Bounding box coordinate data:
##############################
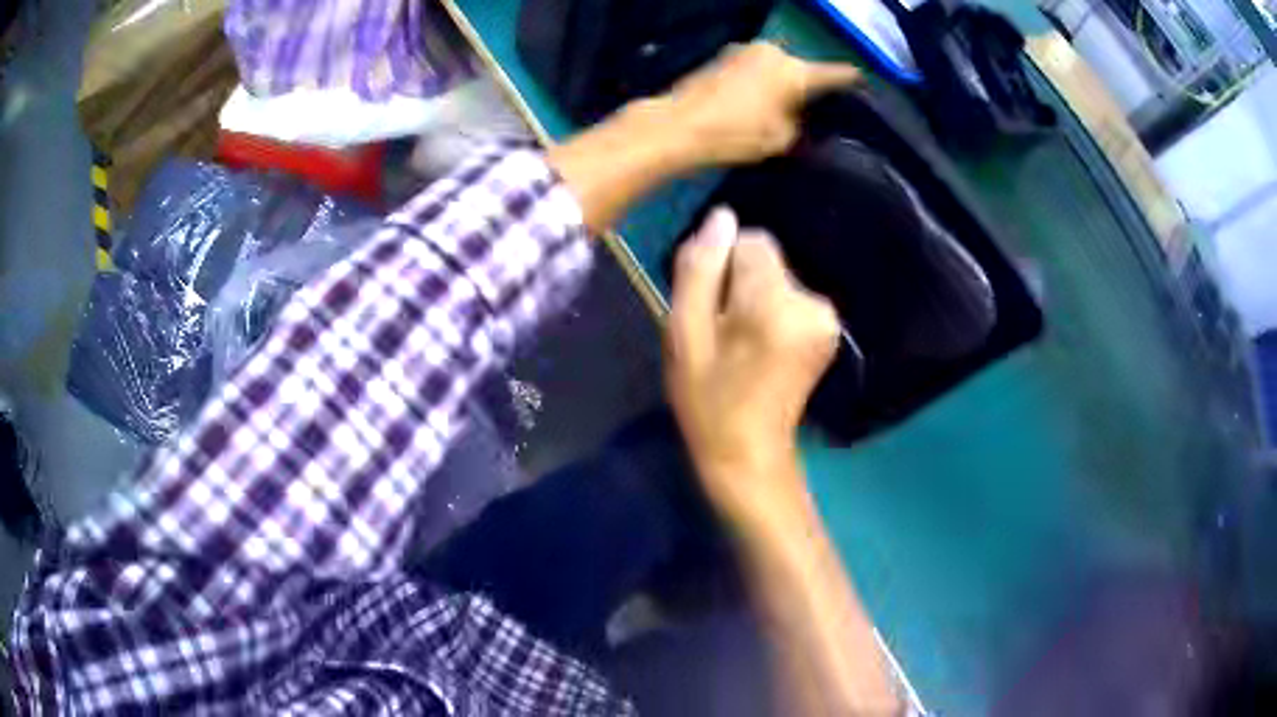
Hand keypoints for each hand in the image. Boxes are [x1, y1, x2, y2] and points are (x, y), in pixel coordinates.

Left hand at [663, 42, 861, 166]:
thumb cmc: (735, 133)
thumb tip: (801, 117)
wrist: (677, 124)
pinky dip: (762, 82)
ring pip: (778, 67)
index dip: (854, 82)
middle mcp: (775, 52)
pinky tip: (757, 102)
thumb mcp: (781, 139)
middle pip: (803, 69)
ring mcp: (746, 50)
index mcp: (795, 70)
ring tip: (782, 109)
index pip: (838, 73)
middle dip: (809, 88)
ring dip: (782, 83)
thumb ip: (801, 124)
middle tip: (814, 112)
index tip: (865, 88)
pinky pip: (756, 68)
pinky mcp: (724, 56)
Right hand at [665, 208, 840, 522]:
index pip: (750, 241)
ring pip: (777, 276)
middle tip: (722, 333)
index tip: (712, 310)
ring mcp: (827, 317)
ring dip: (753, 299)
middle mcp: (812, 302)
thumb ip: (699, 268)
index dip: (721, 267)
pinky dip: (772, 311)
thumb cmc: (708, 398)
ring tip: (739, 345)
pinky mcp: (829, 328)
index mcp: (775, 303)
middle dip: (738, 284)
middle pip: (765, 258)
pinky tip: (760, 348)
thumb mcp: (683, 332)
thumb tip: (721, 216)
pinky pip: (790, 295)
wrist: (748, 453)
##############################
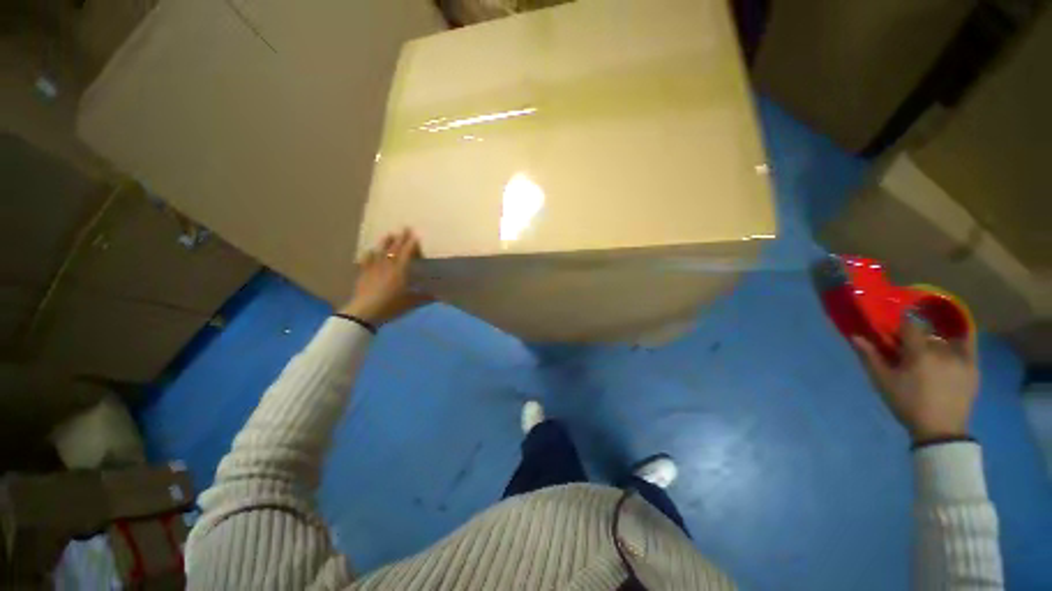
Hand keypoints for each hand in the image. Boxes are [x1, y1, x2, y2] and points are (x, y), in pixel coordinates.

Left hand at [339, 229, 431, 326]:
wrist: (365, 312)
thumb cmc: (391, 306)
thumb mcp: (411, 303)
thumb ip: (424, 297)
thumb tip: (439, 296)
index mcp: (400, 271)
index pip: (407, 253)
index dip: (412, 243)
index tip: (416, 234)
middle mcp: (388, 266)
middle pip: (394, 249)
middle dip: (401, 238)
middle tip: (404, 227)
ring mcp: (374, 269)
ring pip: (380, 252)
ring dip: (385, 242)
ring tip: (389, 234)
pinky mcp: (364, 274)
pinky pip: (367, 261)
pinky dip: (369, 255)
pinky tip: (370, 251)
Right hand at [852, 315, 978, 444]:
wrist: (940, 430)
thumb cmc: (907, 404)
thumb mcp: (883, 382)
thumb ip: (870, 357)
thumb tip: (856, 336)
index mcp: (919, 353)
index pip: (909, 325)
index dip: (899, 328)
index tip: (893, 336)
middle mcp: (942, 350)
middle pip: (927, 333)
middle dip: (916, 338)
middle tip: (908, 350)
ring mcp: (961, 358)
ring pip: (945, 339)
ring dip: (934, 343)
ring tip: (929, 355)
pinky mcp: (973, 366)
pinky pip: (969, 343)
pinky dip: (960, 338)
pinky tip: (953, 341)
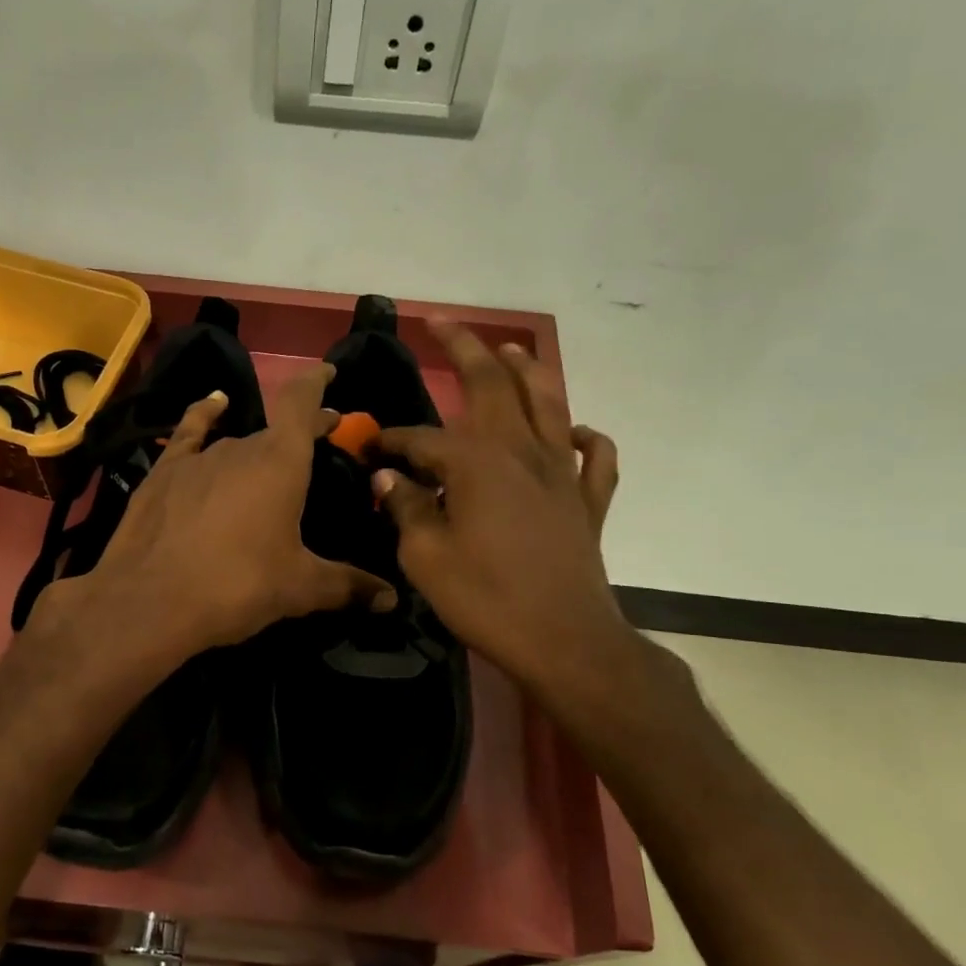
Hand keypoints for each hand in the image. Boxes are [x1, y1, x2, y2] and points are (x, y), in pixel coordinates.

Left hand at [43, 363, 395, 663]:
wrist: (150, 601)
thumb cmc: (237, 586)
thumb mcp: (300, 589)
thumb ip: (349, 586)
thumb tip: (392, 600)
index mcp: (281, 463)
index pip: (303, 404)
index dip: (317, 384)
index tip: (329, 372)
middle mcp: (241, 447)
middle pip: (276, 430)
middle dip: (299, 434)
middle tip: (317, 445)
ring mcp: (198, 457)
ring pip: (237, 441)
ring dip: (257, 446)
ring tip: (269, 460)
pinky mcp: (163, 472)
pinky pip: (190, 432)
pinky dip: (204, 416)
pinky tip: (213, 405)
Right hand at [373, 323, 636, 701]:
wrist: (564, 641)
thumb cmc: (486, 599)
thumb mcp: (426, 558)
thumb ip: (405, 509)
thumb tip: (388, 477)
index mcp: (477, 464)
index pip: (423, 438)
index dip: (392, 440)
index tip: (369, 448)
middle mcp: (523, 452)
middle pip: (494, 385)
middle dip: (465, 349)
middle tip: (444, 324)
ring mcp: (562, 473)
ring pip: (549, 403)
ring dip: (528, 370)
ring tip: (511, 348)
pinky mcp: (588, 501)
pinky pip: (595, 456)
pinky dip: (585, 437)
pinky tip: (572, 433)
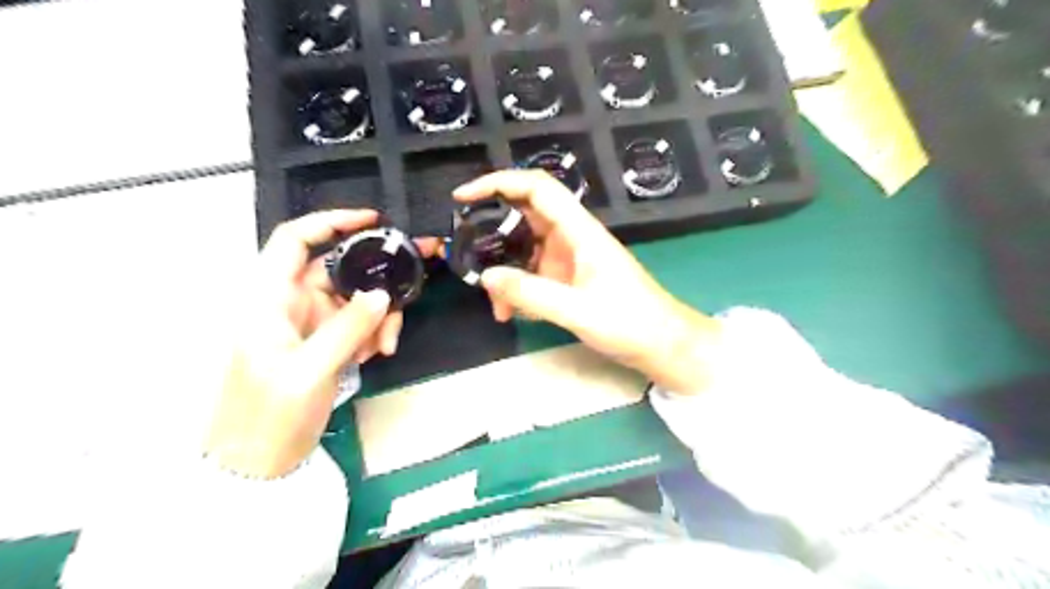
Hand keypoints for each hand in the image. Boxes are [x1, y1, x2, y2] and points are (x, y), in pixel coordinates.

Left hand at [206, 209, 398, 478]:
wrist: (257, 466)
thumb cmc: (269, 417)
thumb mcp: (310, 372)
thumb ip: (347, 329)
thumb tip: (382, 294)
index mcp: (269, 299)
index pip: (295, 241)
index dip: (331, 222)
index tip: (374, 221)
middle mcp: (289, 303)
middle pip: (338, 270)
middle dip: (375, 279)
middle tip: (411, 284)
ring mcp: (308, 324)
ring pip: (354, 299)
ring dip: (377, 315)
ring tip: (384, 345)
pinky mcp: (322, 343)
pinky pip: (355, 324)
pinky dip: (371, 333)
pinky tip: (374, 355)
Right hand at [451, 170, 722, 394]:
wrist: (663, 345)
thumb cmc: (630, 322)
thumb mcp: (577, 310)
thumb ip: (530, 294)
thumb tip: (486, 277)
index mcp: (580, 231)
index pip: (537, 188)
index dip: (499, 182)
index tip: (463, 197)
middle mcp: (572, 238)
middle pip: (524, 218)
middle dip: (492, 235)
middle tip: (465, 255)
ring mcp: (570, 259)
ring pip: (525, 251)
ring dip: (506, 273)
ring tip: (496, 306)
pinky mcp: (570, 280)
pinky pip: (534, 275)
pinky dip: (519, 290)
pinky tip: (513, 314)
##############################
:: Instructions for the task ::
Give back the exact lines above, running from the one that has "ring dip: (528, 370)" through the one that has "pinky tip: (513, 314)", with nothing added and no pictures.

:: Your solution ::
ring dip: (528, 370)
ring tip: (511, 348)
pinky mcp: (588, 501)
pinky pip: (595, 456)
pinky dip: (585, 437)
pinky tip: (572, 433)
Hand keypoints for each hand in the image. Boxes are [x1, y1, x2, y2] and points are (x, y), in pixel coordinates.

Left hand at [206, 209, 398, 478]:
wrist: (257, 466)
thumb cmc: (269, 417)
thumb mcp: (310, 372)
thumb ip: (347, 329)
thumb tip: (382, 294)
index mcp: (269, 299)
index pip: (295, 241)
index dip: (331, 222)
index tip: (374, 221)
middle mcp: (289, 303)
middle pip: (338, 270)
middle dip: (375, 279)
middle tip: (411, 284)
ring mcp: (308, 324)
ring pip: (354, 299)
ring dip: (377, 315)
ring tip: (384, 345)
pinky mcp: (322, 343)
pinky pip: (355, 324)
pinky dip: (371, 333)
pinky tip: (374, 355)
Right hand at [451, 170, 722, 394]:
wrist: (663, 345)
thumb cmc: (630, 322)
thumb mcp: (577, 310)
thumb ip: (530, 294)
thumb tip: (486, 277)
index mcp: (580, 231)
index pip: (537, 188)
index dip: (499, 182)
index tip: (463, 197)
middle mcp: (572, 238)
middle pip: (524, 218)
middle dip: (492, 235)
middle tip: (465, 255)
ring mcp: (570, 259)
ring pip: (525, 251)
ring dip: (506, 273)
ring tip: (496, 306)
pinky mcp: (570, 280)
pinky pip: (534, 275)
pinky dip: (519, 290)
pinky tip: (513, 314)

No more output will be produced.